La ONU invita a contribuir con la protección de las culturas indígenas mediante la difusión de información preventiva del covid-19 u otras enfermedades en los idiomas maternos, pero también llama a valorar los conocimientos ancestrales sobre las propiedades de plantas nativas, a menudo endémicas, que merecen ser objeto de investigaciones científicas para producir nuevos fármacos, las cuales pueden llegar a ser desarrolladas por los propios pobladores.

Lamentablemente, muchas comunidades indígenas afrontan limitaciones educativas, ya sea por el estado de la infraestructura, la poca disponibilidad de recursos didácticos y también por prejuicios que obnubilan el entendimiento y dificultan el aprecio por este legado. Un deplorable ejemplo de las tragedias acarreadas por la irracionalidad fue la trágica muerte del investigador y guía espiritual kekchí Domingo Choc, quien efectuaba un trabajo de recuperación de usos medicinales de diversas plantas al momento de ser ultimado, a causa de una acusación infundada y absurda.

La inteligencia de los pueblos indígenas de Guatemala, la creatividad y la sabiduría heredada de tantos siglos contrastan con los reclamos de mejores oportunidades para el desarrollo integral. La mejora de estas perspectivas depende de las mejoras educativas en distintos niveles, desde preprimaria hasta diversificado. Existen ya algunos proyectos exitosos, usualmente emprendidos por iglesias, fundaciones o cooperación internacional, que constituyen ejemplos del potencial de tantos niños y jóvenes de comunidades rurales cuando se les abre la puerta de la oportunidad.

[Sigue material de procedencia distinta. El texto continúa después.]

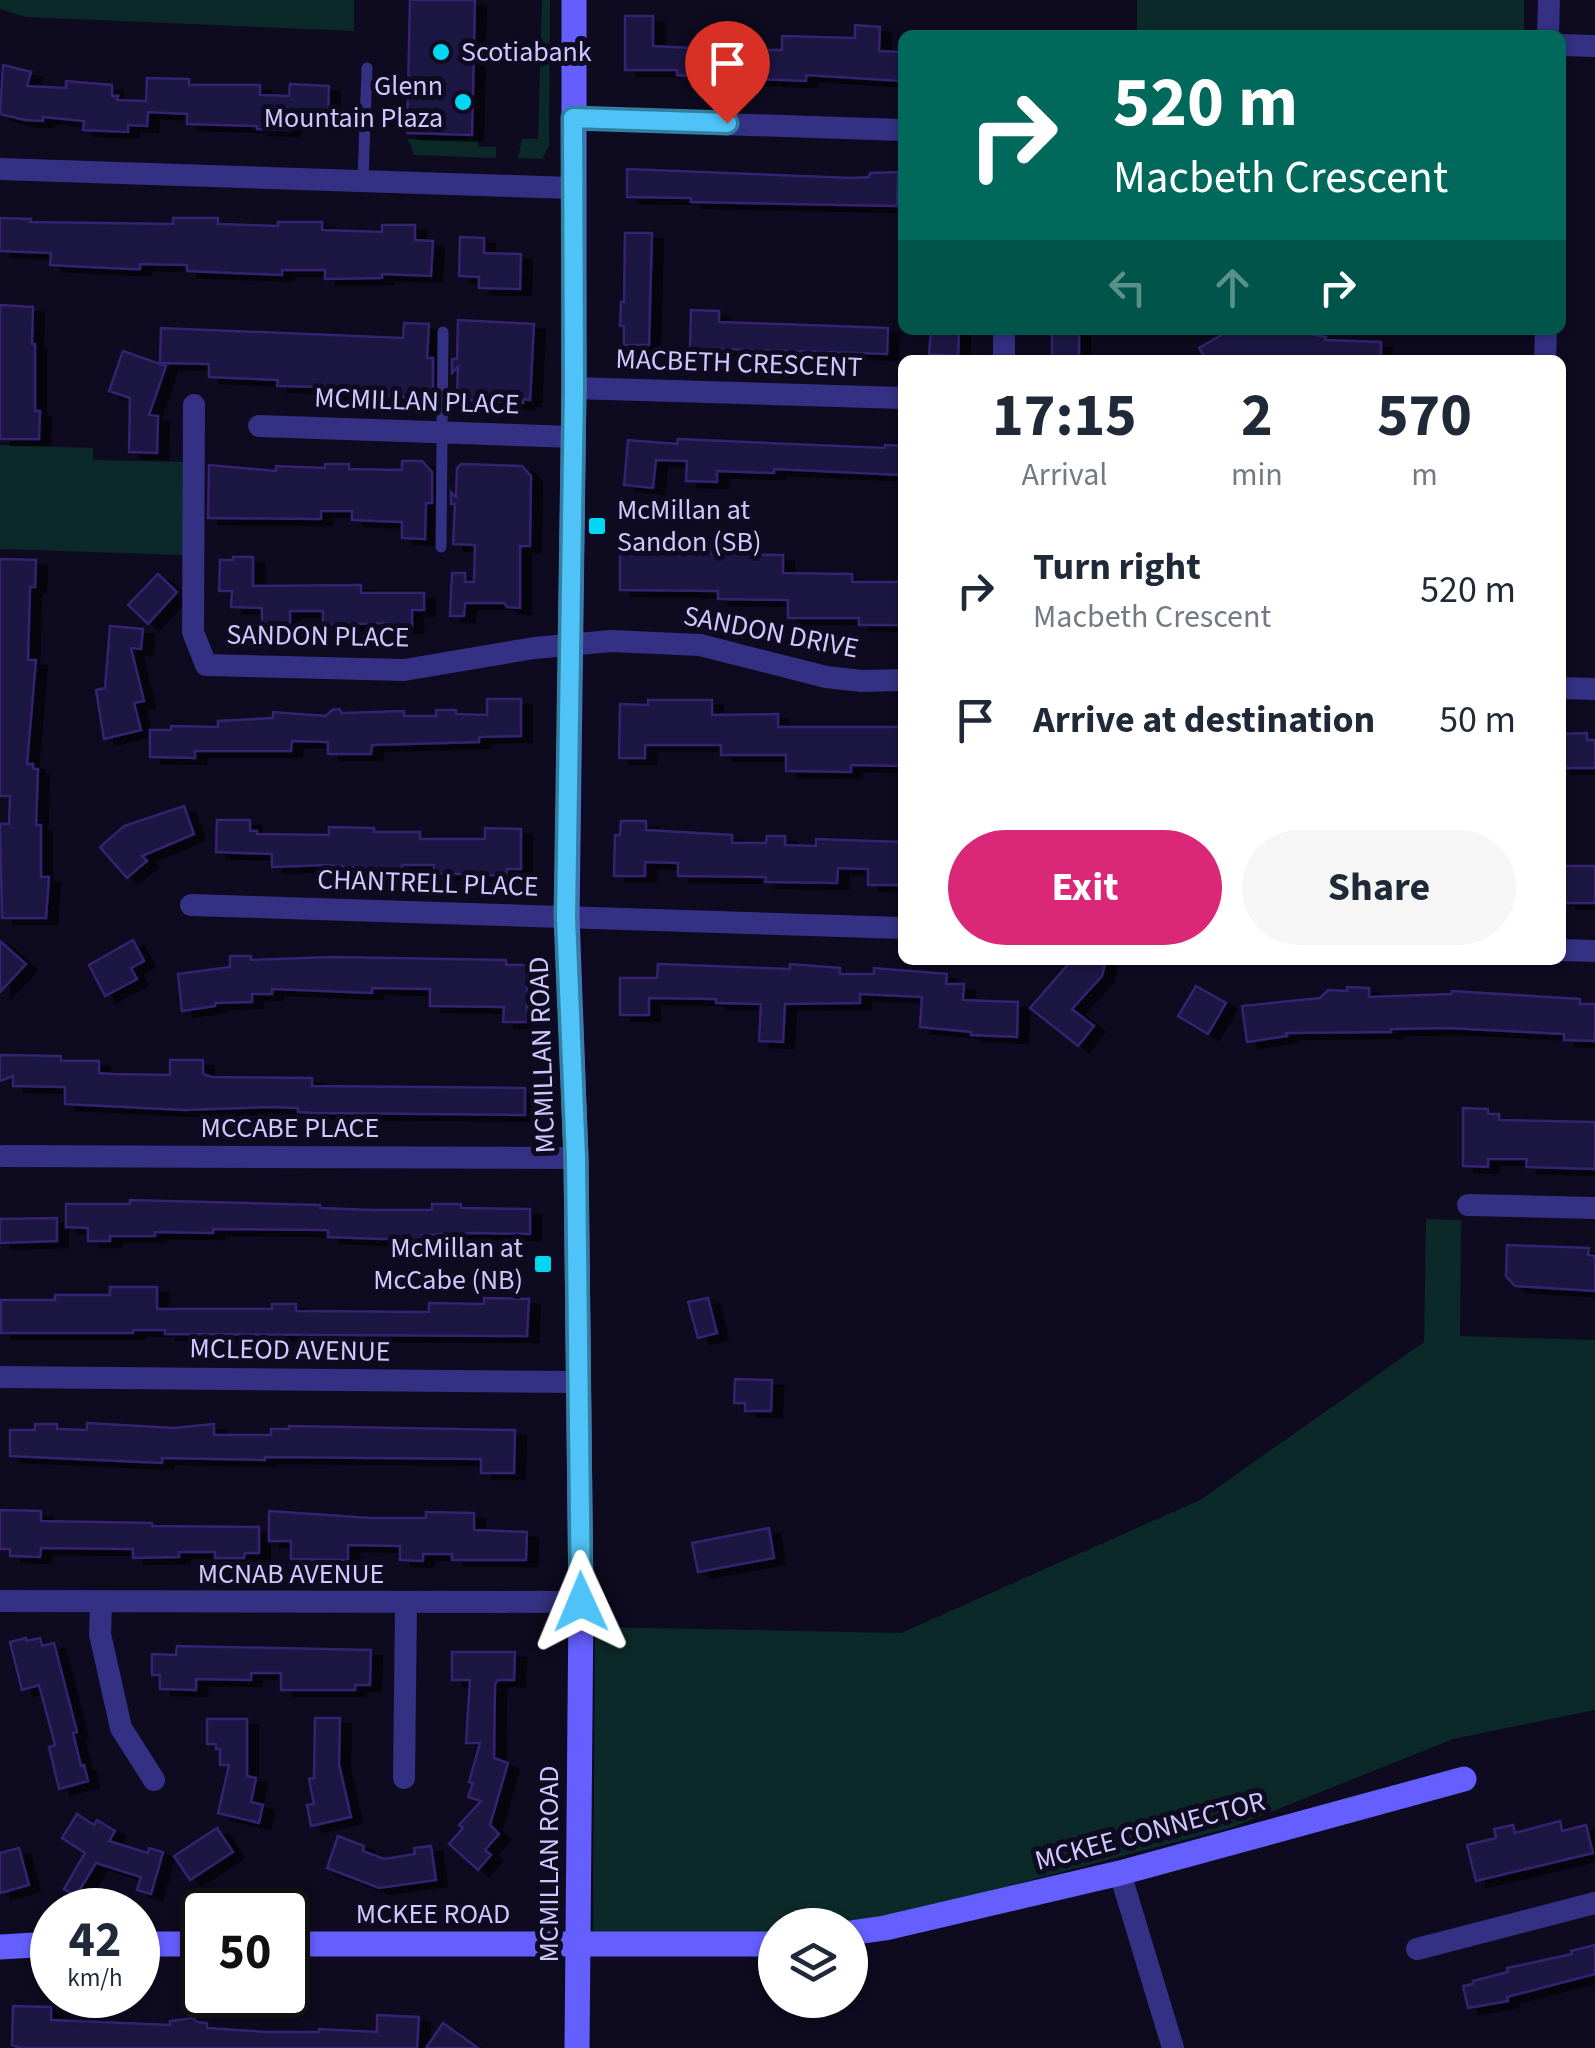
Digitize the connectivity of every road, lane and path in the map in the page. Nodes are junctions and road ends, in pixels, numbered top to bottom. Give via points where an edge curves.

Existen algunos idiomas mayas en peligro de extinción, debido a la reducción en su uso, a causa del envejecimiento de hablantes, falta de transmisión hacia los jóvenes, discriminación y la migración de poblaciones, tanto hacia centros urbanos como en ruta a Estados Unidos, en busca de empleo y mejoras económicas. He ahí, precisamente, la importancia de que existan conmemoraciones como la de hoy, para exaltar el orgullo por la identidad, el idioma, la espiritualidad y formas distintas de abordar la realidad.